Archive for May, 2013

Tom Lloyd – The Dusk Watchman

Wednesday, May 29th, 2013

Another one of my top read series has reached its end. This time it is all over for The Twilight Reign, an epic fantasy series by Tom Lloyd after five books. In the series he has mixed familiar elements like elves, vampires and crystal skulls in a refreshing concoction of his own. Nevertheless, none of these take a central role. A large cast of characters plays is handled well by Lloyd. It consists for a great deal of powerful or skilled heroes and brutal or cunning villains who go all the way to reach their goal. Those who hesitate or show weakness are trampled upon. Handling a large cast and a grand plot does cost some on the attention given to the characters. Most remain cursory. Lloyd does his best to give each some quality time, but this remains limited and some characters from previous novels have a far less prominence in this one. That is always a choice one has to make as at a certain point one will have said everything worthwhile about a character. More would become repetitive. As it has been a while since I’ve read the previous book, The Ragged Man, my memory was hazy so that I could not place all the characters that well.

The atmosphere is dark and gloomy. I wouldn’t call it gritty as most of the characters manage themselves better a normal human would as many are of heroic proportions. We see little of the common man or soldier. Should they be there? It is not a requirement and it is refreshing that they are not the focus for a change. I’ve read plenty of fantasy stories revolving around the normal persons in which the heroic characters seemed aloft and their acts strange and mysterious. In The Twilight Reign this is turned around. Now we get a different perspective which is interesting in itself and leads to a change in pace and mood.

The final installment is titled The Dusk Watchman (2012). Lloyd gives some more attention to characters which didn’t get so before so we learn a bit more about them. Overall most of the backgrounds remain a mystery. Lloyd doesn’t delve much into the recent history and old relationships of his characters. He sticks to what is relevant to the story. As this is the closing volume everything needs to be wrapped up. Lloyd makes things easier for himself by making anyone who was still not part of the two main groups join either of them. These are just minor storylines before they join up with the main storyline which is rather straightforward. Even so the pages are easily filled as Lloyd tries to cover all the essential details. However, this is where things go a bit awry. Once passed the one third mark I started to get the feeling that I was missing some little things. What happened to this or that which was mentioned before? Why is nothing mentioned of what happened here? Shouldn’t there be some after effects? To me it seemed that some chapters or scenes are missing and that a brutal editor has cut down the story without making sure continuity was preserved. To me it was: Why keep this, which could just as well be skipped, but throw out the other? I don’t not have the feeling that these scenes were forgotten. They really seemed to be missing. This last book is a bit bigger than the others, but with the common size of fantasy novels it should not have been a problem to extend it more. It was sort of a let down and I was not used to it.

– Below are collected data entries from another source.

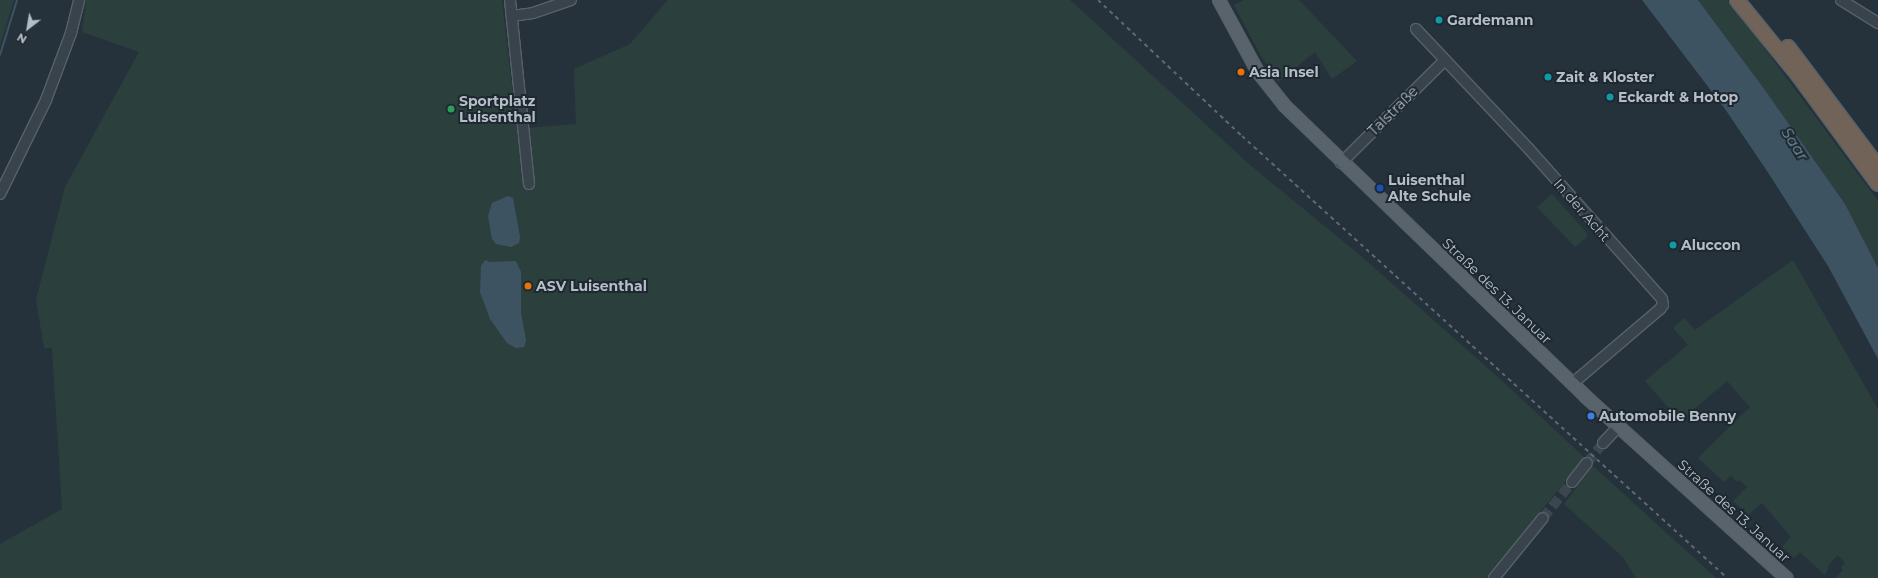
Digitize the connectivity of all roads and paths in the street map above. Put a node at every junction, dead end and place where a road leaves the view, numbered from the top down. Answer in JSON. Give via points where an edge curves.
{"nodes":[{"id":1,"x":79,"y":0,"type":"edge"},
{"id":2,"x":510,"y":0,"type":"edge"},
{"id":3,"x":571,"y":0,"type":"edge"},
{"id":4,"x":1219,"y":0,"type":"edge"},
{"id":5,"x":1737,"y":0,"type":"edge"},
{"id":6,"x":1749,"y":0,"type":"edge"},
{"id":7,"x":1841,"y":0,"type":"edge"},
{"id":8,"x":512,"y":16,"type":"junction"},
{"id":9,"x":1878,"y":23,"type":"edge"},
{"id":10,"x":1416,"y":28,"type":"dead end"},
{"id":11,"x":1445,"y":60,"type":"junction"},
{"id":12,"x":1342,"y":162,"type":"junction"},
{"id":13,"x":1878,"y":167,"type":"edge"},
{"id":14,"x":528,"y":184,"type":"dead end"},
{"id":15,"x":1878,"y":184,"type":"edge"},
{"id":16,"x":0,"y":194,"type":"edge"},
{"id":17,"x":1572,"y":384,"type":"junction"},
{"id":18,"x":1618,"y":427,"type":"junction"},
{"id":19,"x":1604,"y":444,"type":"tunnel mouth"},
{"id":20,"x":1588,"y":463,"type":"tunnel mouth"},
{"id":21,"x":1572,"y":482,"type":"tunnel mouth"},
{"id":22,"x":1543,"y":518,"type":"tunnel mouth"},
{"id":23,"x":1494,"y":578,"type":"edge"},
{"id":24,"x":1786,"y":578,"type":"edge"}],
"edges":[{"from":1,"to":16,"type":"street","via":[[71,33],[46,100]]},
{"from":2,"to":8,"type":"street"},
{"from":3,"to":8,"type":"street","via":[[533,13]]},
{"from":4,"to":12,"type":"main road","name":"Straße des 13. Januar","via":[[1249,58],[1267,86]]},
{"from":5,"to":15,"type":"highway","via":[[1798,75]]},
{"from":6,"to":13,"type":"highway","via":[[1805,69]]},
{"from":7,"to":9,"type":"street"},
{"from":8,"to":14,"type":"street"},
{"from":10,"to":11,"type":"street","name":"In der Acht"},
{"from":11,"to":12,"type":"street","name":"Talstraße"},
{"from":11,"to":17,"type":"street","name":"In der Acht","via":[[1662,299],[1663,305],[1660,309]]},
{"from":12,"to":17,"type":"main road","name":"Straße des 13. Januar"},
{"from":17,"to":18,"type":"main road","name":"Straße des 13. Januar"},
{"from":18,"to":19,"type":"street"},
{"from":18,"to":24,"type":"main road","name":"Straße des 13. Januar"},
{"from":20,"to":21,"type":"street"},
{"from":22,"to":23,"type":"street"}]}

Besides the missing scenes there were some other things that bugged me, especially as they were never explained. Lloyd pulled out a fair number of rabbits out of his hat, things that came out of nowhere. The lack of explanation afterwards which could have straightened some things out would have fixed the issues I had with them. Usually I can think of some things that could have solved the mystery. Now after more than a week I still have no clue. This is a big disappointment as all other great events and surprises of the previous books had a decent explanation or solution to them. I couldn’t find them here, which makes this last book one with quite some holes. I did enjoy the ride as a whole and there were quite some nice scenes, but it was not as impressive as any of the earlier novels of the series.

Lloyd thus does not manage to deliver with The Dusk Watchman. I enjoyed the journey a lot and the quality and originality of the series is certainly above average and well written. So anyone looking for a gloomy series that contains a strong story with familiar elements in a strange mixing pot will not be disappointed, despite the flaws in the last book. The series however cannot match with the best, but Lloyd has the potential to get there. The series is pretty good and well done, so I’ll certainly want to read new novels by his hand.